Page v. Bald Head Ass'n

611 S.E.2d 463, 170 N.C. App. 151, 2005 N.C. App. LEXIS 890
CourtCourt of Appeals of North Carolina
DecidedMay 3, 2005
DocketCOA04-649
StatusPublished
Cited by15 cases

This text of 611 S.E.2d 463 (Page v. Bald Head Ass'n) is published on Counsel Stack Legal Research, covering Court of Appeals of North Carolina primary law. Counsel Stack provides free access to over 12 million legal documents including statutes, case law, regulations, and constitutions.

Bluebook
Page v. Bald Head Ass'n, 611 S.E.2d 463, 170 N.C. App. 151, 2005 N.C. App. LEXIS 890 (N.C. Ct. App. 2005).

Opinion

HUNTER, Judge.

Reid A. Page, Jr. and Mary Ann Page (“plaintiffs”) appeal from (1) an order of dismissal without prejudice dated 27 February 2003 of their action for a declaratory judgment, and (2) a summary judgment dated 27 January 2004 on their action for damages against the Bald Head Association and its individual directors (“defendants”). As we find the trial courts’ actions to be proper as to the dismissal and the grant of summary judgment, we affirm for the reasons stated herein.

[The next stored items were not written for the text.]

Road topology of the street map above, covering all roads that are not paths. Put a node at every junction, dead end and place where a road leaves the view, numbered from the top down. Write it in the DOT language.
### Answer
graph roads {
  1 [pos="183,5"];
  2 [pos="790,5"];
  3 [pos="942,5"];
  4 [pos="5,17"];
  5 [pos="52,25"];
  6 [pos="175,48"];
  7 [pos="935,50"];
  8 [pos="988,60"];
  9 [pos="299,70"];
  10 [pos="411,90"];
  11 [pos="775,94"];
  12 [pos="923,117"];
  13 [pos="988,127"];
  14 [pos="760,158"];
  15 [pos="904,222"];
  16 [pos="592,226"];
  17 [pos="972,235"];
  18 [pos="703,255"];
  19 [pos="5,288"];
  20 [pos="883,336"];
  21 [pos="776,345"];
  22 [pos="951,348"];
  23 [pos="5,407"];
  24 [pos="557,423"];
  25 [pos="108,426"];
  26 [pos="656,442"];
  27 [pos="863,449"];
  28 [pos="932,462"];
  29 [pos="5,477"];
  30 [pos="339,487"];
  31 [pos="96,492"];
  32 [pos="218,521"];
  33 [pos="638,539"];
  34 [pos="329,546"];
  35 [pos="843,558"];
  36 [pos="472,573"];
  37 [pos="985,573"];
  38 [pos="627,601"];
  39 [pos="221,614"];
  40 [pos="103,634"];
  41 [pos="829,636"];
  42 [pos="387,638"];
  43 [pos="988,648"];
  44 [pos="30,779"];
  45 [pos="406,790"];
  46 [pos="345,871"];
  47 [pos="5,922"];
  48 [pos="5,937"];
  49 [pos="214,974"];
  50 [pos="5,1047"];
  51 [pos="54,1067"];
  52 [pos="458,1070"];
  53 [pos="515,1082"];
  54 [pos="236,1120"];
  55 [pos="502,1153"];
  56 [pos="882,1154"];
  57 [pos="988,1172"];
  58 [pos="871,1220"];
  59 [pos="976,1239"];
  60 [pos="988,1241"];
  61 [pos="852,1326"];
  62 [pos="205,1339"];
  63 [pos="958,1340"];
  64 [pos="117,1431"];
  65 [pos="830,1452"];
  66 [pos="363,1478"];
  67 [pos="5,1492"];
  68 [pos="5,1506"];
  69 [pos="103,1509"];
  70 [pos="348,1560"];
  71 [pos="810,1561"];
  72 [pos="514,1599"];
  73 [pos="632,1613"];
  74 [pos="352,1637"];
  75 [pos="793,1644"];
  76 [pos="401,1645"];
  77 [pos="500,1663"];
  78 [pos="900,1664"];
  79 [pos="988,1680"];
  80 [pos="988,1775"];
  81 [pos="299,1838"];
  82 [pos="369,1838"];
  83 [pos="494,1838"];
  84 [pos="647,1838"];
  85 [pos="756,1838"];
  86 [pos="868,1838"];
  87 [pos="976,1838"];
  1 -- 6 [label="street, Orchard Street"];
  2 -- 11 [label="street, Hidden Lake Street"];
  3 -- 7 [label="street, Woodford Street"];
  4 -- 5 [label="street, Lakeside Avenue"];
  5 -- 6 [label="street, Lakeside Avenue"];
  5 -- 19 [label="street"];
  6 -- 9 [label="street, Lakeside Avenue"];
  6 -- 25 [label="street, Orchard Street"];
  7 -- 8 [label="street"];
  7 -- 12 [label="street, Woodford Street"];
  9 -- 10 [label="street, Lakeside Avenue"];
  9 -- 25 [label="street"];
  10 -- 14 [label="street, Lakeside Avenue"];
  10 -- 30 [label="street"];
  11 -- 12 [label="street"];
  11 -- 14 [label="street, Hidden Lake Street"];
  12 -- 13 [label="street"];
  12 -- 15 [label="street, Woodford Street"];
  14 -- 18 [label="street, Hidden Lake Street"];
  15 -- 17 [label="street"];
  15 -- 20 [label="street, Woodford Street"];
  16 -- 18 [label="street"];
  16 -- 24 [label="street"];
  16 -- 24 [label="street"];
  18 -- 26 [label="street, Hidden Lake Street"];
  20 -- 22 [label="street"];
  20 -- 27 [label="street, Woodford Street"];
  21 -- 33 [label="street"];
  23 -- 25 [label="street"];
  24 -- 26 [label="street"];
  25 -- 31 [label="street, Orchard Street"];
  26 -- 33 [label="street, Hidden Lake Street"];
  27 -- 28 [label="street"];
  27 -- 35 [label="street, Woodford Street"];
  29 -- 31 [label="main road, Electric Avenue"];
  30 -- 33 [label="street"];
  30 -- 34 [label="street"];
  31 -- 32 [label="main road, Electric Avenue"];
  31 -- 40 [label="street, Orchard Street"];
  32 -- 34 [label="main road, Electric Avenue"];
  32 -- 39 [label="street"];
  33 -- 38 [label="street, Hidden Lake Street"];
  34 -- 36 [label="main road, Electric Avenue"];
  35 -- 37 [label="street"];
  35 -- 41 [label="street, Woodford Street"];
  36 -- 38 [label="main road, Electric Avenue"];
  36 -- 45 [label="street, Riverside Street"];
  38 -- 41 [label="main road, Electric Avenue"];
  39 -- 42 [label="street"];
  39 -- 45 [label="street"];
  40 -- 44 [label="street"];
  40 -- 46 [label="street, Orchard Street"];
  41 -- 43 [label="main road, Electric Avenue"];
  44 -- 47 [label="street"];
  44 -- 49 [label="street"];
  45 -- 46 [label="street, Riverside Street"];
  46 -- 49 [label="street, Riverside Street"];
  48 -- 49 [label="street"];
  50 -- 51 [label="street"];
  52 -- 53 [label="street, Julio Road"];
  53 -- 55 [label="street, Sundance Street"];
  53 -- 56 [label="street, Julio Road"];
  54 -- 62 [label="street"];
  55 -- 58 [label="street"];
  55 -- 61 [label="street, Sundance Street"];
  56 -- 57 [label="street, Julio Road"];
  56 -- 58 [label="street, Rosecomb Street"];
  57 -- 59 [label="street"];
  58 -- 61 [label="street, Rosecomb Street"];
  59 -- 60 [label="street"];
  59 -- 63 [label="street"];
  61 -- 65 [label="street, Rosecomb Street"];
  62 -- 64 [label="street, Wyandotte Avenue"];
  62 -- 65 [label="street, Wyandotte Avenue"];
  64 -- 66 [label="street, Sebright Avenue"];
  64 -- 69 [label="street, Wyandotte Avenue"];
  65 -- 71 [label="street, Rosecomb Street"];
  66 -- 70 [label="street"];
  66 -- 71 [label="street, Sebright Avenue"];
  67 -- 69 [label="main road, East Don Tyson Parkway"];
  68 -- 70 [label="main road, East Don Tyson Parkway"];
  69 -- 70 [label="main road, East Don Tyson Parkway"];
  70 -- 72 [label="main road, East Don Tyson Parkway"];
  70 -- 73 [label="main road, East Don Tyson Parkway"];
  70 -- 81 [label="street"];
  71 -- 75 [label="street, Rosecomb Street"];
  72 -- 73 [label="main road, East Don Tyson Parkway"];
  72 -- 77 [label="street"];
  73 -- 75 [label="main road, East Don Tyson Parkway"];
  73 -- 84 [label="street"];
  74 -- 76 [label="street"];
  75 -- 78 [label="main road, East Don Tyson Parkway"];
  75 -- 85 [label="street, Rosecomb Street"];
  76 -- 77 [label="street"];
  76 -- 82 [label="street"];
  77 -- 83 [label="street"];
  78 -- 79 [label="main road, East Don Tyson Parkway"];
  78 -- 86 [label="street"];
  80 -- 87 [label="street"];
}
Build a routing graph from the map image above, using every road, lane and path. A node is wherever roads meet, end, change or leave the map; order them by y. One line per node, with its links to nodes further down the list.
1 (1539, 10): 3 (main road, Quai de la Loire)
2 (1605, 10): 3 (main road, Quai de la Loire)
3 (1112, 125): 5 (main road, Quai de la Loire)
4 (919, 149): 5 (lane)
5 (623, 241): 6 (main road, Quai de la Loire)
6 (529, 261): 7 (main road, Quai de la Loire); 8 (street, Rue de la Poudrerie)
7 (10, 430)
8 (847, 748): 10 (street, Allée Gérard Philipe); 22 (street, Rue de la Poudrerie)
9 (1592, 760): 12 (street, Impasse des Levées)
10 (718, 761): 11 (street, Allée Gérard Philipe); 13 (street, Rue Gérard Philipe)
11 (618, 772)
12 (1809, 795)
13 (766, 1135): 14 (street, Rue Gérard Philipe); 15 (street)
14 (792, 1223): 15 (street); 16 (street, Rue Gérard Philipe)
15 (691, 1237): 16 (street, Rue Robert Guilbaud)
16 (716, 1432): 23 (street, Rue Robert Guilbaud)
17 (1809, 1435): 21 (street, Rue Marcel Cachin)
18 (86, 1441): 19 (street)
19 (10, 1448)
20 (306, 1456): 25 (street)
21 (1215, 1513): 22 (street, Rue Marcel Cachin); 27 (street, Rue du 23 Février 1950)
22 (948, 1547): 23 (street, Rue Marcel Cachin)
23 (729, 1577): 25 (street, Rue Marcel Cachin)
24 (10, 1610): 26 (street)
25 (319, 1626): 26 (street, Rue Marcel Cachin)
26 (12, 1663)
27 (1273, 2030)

Bald Head Island is an island community located off the coast of southeastern North Carolina in Brunswick County. Development in the community is regulated by both a municipal government and defendants’ non-profit property owners’ association. Properties on Bald Head Island are subject to certain covenants, conditions, and restrictions. Many of these provisions, which are enforced by defendant association, impose restrictions on the development and use of property units on the island. Others contain guidelines for computing and levying general and special assessments against property owners.

Plaintiffs have operated a real estate business on Bald Head Island for nearly thirty years, listing and selling properties located on *153 the island. During that time, plaintiffs obtained approval from defendants and the Village of Bald Head Island to use twelve-inch by twelve-inch signs to identify properties for sale. In July 1998, defendants adopted an addendum to its sign guidelines that limited the size of “for sale” signs to seven and a half (7 1/2) inches in width and three and three quarter (3 3/4) inches in height. In addition, all signs were required to conform to a standard “Bollard Cap Design” and were to be constructed of grey-stained weathered wood with a top painted in light blue. The addendum stated that as of 23 July 1998, all new twelve-inch by twelve-inch signs would no longer be approved by the Bald Head Association Architectural Review Board.

In February 2000, defendants recorded an amended declaration of covenants. The revised covenants provided for a general assessment to be levied against all units “at a level which is reasonably expected to produce total income for the Association equal to the total budgeted Common Expenses, including reserves.” This provision replaced the earlier covenant, which had provided that assessments could not exceed one point five percent (1.5%) of the taxable value of the property without a vote of the membership.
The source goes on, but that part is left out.